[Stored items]

------------

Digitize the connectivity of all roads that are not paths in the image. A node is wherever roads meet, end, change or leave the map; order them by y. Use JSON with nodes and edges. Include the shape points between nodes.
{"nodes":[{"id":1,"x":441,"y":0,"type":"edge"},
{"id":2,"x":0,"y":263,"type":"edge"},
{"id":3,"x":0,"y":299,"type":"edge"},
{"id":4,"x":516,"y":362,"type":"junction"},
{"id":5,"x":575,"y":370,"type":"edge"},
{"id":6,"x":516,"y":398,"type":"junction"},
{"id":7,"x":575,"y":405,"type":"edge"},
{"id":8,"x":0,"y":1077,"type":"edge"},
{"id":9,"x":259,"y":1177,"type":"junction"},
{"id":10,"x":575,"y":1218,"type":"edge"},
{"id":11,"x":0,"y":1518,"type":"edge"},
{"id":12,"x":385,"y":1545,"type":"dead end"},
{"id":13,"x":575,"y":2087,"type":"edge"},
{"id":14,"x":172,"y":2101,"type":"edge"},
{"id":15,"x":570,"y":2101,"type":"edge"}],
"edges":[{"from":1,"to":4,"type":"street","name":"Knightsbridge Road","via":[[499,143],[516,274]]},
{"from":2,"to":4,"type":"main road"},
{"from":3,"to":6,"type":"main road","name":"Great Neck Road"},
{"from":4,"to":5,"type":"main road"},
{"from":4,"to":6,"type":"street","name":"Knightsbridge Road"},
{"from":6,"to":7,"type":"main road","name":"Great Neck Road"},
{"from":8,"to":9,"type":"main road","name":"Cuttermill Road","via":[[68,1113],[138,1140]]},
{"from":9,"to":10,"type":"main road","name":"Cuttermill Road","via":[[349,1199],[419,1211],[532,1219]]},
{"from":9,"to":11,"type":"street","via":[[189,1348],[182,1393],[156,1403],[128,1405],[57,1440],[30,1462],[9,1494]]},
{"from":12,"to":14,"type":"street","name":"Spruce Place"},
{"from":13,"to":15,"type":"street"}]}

------------

## Task goal
Search the records for the string "junction" and report each line that has it.

## Task result
{"id":4,"x":516,"y":362,"type":"junction"},
{"id":6,"x":516,"y":398,"type":"junction"},
{"id":9,"x":259,"y":1177,"type":"junction"},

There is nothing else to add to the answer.